Copy every record exactly as it stands. Leave the pictures out.

(Extracted records)
□ □ □ □ □ □ □

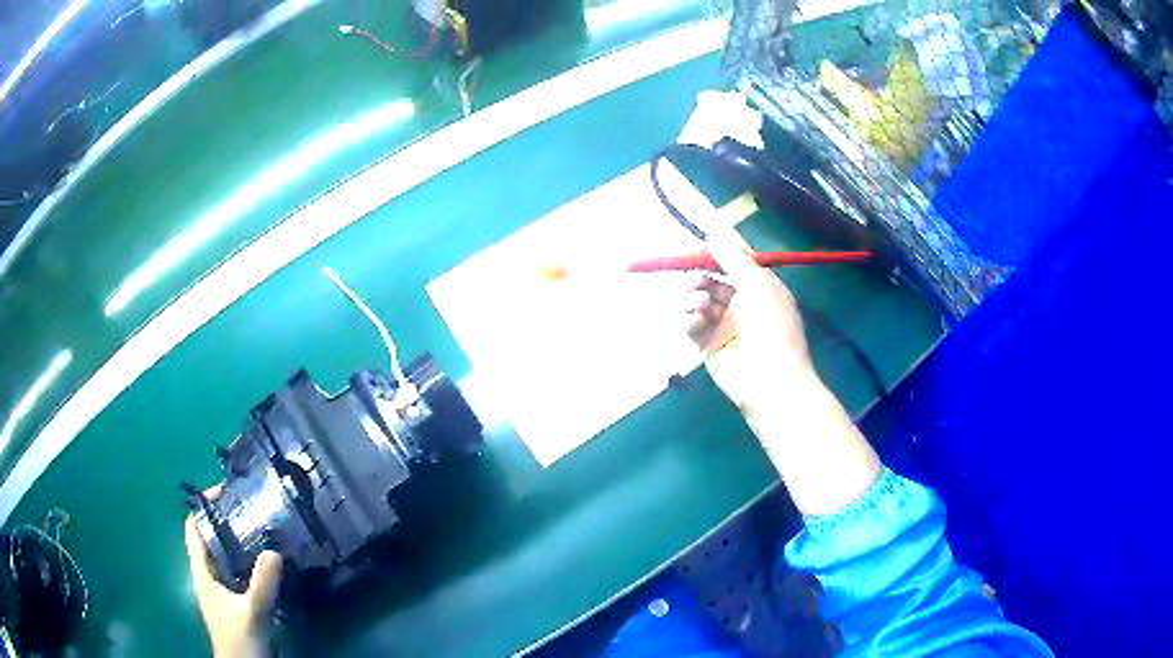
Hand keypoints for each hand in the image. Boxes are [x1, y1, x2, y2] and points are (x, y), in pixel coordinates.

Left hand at [185, 490, 282, 657]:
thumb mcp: (252, 613)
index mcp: (203, 572)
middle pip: (210, 538)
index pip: (194, 528)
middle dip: (226, 520)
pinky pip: (236, 571)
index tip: (226, 493)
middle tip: (251, 508)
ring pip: (224, 555)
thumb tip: (274, 551)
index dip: (204, 507)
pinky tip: (266, 564)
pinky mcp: (232, 602)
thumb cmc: (240, 641)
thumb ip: (262, 585)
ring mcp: (219, 590)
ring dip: (238, 541)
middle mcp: (208, 576)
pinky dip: (247, 561)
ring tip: (261, 529)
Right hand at [685, 228, 881, 515]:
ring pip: (697, 299)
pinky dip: (689, 318)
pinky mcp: (707, 345)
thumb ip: (735, 260)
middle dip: (699, 275)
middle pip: (711, 279)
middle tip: (695, 279)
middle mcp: (741, 303)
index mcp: (760, 287)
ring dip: (693, 296)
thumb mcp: (760, 286)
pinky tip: (697, 322)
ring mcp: (723, 324)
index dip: (715, 253)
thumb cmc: (774, 330)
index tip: (696, 247)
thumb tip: (712, 237)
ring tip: (700, 305)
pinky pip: (690, 323)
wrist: (771, 383)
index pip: (733, 262)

□ □ □ □ □ □ □

**ANSWER SPACE**:
Hand keypoints for each hand in the image. Boxes are [x1, y1, x2, y2] and points are (x, y), in pixel coordinates.

Left hand at [185, 490, 282, 657]:
thumb mcp: (252, 613)
index mcp: (203, 572)
middle pip: (210, 538)
index pip: (194, 528)
middle dip: (226, 520)
pinky pip: (236, 571)
index tip: (226, 493)
middle tip: (251, 508)
ring pip: (224, 555)
thumb tip: (274, 551)
index dip: (204, 507)
pinky tip: (266, 564)
pinky mcp: (232, 602)
thumb cmc: (240, 641)
thumb ip: (262, 585)
ring mcp: (219, 590)
ring dip: (238, 541)
middle mcp: (208, 576)
pinky dip: (247, 561)
ring tip: (261, 529)
Right hand at [685, 228, 881, 515]:
ring pip: (697, 299)
pinky dip: (689, 318)
pinky mcp: (707, 345)
thumb ip: (735, 260)
middle dip: (699, 275)
middle pip: (711, 279)
middle tip: (695, 279)
middle mcp: (741, 303)
index mcp: (760, 287)
ring dip: (693, 296)
thumb mcp: (760, 286)
pinky tip: (697, 322)
ring mcp: (723, 324)
index dip: (715, 253)
thumb cmc: (774, 330)
index tip: (696, 247)
thumb tip: (712, 237)
ring tip: (700, 305)
pinky pip: (690, 323)
wrist: (771, 383)
index pip: (733, 262)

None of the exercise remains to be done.